§ **Problem description**: Look through the listing below for lines containing "Scarlatti". State how many there are, and nothing else.

§ **Records for this task**:
***

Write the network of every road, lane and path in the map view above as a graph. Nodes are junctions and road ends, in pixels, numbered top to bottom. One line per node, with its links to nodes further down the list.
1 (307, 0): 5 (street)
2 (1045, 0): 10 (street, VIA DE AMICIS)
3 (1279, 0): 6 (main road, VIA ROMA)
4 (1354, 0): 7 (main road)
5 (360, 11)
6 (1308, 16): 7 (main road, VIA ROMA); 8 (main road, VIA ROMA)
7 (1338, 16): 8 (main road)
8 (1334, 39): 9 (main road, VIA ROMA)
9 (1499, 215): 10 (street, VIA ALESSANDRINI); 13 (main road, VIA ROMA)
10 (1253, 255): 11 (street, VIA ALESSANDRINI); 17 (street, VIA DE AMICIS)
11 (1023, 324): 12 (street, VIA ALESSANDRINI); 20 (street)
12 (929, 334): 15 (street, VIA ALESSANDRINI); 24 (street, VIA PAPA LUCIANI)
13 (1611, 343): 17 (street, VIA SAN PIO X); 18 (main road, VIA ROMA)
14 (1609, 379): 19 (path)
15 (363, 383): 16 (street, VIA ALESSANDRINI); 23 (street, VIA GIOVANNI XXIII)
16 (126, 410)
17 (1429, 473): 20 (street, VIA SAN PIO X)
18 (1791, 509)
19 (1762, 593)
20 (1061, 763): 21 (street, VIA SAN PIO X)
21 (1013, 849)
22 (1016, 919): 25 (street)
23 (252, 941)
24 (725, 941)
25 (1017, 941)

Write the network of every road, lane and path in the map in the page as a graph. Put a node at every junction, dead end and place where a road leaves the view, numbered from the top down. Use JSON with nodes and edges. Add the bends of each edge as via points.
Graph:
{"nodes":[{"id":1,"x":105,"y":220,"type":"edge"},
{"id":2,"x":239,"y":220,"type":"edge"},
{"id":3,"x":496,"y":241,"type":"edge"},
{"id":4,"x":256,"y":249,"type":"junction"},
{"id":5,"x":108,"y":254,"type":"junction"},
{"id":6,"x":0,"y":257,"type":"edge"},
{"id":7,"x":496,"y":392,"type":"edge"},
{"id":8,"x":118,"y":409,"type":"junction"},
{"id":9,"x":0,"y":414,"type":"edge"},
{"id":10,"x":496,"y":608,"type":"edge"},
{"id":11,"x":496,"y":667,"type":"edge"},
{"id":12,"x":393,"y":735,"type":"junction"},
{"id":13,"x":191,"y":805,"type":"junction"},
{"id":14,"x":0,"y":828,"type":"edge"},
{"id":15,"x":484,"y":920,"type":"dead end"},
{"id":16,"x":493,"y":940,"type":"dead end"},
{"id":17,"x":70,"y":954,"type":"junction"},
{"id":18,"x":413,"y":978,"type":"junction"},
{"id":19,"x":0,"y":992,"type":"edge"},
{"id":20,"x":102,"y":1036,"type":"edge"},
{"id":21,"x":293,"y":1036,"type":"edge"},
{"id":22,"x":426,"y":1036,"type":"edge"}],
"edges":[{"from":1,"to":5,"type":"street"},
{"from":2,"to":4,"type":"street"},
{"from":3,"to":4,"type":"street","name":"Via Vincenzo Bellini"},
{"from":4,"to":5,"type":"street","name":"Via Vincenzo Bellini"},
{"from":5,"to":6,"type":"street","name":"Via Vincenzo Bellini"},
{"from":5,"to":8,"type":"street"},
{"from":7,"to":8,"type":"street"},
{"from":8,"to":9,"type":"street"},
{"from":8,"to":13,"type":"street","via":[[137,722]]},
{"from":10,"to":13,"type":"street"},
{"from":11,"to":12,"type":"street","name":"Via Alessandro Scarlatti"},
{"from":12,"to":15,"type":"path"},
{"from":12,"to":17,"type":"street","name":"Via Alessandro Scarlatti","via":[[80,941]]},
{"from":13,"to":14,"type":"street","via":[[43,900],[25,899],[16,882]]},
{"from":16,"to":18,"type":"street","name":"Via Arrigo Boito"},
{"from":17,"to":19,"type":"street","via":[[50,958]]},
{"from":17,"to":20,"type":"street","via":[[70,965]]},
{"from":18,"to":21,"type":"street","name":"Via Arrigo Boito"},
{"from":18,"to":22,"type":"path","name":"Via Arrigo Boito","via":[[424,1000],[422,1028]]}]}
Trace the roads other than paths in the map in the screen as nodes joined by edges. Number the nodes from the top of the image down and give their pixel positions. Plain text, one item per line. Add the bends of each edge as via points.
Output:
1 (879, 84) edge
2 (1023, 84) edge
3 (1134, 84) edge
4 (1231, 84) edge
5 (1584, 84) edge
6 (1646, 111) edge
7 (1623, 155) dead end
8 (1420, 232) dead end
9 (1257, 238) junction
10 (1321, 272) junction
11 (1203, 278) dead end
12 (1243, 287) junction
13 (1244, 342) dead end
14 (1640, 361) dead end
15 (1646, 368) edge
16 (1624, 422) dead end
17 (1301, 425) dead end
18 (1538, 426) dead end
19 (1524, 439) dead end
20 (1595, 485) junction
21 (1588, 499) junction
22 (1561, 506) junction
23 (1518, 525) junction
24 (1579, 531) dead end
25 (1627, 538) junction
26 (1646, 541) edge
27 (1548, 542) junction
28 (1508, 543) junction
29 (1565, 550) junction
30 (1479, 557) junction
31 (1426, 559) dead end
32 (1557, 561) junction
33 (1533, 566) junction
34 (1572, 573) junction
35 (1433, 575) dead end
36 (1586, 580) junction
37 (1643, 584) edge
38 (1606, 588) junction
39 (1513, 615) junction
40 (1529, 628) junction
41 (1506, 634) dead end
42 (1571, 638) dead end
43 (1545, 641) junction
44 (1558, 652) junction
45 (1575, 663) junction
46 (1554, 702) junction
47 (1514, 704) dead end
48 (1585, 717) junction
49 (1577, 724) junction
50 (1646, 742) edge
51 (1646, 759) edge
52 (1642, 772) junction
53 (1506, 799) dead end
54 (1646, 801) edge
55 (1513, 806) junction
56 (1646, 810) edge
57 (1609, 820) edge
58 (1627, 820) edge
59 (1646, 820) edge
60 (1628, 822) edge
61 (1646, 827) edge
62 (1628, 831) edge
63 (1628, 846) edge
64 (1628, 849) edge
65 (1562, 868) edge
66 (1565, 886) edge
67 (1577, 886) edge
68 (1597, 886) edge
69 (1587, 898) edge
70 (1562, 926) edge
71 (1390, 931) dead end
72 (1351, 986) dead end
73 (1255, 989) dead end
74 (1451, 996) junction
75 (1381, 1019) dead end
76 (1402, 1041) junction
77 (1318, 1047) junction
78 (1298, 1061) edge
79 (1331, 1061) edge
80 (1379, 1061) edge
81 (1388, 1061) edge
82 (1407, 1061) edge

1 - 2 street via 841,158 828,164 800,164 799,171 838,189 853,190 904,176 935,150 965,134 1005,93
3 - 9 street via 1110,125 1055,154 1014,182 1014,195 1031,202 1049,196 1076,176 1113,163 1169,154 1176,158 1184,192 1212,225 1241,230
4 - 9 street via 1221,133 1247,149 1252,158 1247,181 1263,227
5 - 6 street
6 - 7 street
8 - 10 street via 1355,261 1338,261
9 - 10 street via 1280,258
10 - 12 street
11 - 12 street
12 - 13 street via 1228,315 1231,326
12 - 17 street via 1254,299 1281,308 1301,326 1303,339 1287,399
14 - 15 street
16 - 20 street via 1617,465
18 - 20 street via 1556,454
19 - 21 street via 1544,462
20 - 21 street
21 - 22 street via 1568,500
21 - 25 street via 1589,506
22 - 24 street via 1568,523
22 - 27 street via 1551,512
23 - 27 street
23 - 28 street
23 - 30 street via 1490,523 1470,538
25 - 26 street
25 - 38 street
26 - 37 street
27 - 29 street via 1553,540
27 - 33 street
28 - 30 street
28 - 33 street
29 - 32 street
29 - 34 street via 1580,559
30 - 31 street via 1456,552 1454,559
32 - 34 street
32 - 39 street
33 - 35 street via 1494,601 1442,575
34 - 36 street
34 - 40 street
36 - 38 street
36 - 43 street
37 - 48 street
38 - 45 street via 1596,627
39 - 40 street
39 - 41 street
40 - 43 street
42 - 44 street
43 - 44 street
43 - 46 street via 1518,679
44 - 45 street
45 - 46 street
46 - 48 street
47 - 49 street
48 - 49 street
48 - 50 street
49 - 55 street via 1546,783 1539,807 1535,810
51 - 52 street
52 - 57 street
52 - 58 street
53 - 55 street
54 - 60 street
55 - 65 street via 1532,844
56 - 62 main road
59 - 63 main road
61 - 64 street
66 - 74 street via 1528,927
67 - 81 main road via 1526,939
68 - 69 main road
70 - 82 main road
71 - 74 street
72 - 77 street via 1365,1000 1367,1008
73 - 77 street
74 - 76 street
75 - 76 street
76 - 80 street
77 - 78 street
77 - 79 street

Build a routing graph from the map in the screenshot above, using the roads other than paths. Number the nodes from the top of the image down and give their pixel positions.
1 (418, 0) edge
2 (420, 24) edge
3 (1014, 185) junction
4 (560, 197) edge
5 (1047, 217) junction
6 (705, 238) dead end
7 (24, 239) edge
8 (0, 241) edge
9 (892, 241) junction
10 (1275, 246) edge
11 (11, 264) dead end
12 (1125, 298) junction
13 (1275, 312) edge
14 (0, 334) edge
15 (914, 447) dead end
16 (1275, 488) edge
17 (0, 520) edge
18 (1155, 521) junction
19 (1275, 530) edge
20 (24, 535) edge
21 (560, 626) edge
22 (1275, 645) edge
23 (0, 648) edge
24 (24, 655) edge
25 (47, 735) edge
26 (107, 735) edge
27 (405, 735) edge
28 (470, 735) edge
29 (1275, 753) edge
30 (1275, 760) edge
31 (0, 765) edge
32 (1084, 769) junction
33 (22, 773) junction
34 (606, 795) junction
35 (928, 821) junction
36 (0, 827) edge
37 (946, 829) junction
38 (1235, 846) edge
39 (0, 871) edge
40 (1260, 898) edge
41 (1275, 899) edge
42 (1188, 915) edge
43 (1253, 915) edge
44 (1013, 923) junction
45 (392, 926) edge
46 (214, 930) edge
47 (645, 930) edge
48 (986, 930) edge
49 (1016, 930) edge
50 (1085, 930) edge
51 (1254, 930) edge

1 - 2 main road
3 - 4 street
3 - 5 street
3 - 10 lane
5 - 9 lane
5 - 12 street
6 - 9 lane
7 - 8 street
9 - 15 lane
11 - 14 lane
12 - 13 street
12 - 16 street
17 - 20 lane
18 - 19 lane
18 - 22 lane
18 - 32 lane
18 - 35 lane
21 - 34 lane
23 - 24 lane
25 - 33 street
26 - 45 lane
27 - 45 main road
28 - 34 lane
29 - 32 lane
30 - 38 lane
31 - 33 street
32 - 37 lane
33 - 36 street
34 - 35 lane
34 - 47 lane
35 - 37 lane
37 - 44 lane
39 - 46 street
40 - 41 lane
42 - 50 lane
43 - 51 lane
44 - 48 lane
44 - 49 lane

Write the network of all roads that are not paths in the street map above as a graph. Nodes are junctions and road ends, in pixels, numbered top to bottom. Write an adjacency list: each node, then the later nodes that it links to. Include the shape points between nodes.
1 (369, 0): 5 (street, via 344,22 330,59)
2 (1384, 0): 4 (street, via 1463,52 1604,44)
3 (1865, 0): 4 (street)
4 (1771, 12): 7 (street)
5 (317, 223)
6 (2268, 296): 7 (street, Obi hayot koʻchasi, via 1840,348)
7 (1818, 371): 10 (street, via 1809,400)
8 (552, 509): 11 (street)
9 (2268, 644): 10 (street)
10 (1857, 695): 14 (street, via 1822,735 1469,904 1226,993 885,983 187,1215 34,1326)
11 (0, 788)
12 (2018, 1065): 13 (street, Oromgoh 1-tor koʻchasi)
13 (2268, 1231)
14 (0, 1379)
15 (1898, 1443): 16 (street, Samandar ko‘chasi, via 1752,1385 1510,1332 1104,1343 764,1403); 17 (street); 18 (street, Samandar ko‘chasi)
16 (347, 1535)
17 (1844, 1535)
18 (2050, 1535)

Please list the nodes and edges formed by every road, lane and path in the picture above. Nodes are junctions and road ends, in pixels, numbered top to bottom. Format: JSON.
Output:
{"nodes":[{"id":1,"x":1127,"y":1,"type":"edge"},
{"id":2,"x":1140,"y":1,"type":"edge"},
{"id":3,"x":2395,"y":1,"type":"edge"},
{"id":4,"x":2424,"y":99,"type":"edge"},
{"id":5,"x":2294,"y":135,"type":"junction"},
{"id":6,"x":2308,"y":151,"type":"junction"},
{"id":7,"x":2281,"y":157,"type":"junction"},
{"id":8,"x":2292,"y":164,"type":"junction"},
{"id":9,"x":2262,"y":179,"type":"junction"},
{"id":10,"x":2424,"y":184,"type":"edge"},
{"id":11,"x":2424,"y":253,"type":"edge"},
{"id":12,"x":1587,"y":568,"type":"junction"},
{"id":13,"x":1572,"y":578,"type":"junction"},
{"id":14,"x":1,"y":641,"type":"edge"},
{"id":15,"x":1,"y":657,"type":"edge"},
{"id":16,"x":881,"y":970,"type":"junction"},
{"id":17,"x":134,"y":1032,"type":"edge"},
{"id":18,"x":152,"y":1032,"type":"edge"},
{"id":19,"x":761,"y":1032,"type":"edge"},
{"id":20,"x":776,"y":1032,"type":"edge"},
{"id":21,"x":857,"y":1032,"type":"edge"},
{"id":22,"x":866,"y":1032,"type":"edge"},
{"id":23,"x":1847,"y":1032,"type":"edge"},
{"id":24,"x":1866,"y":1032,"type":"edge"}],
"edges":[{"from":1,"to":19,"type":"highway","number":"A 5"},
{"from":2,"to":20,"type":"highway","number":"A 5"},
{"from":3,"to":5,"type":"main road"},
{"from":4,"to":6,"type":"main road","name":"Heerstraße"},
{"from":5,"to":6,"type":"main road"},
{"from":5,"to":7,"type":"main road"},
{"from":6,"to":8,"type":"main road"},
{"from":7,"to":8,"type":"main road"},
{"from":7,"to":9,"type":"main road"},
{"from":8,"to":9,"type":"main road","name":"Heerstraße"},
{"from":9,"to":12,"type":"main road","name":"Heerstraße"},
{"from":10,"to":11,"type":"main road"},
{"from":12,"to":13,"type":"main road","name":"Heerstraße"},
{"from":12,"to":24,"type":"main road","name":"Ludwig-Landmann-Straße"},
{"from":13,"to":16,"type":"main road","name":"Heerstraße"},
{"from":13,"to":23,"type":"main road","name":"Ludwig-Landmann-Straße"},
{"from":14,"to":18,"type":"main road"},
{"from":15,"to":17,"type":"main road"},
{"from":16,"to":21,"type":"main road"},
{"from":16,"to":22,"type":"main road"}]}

***

§ **Answer box**: 2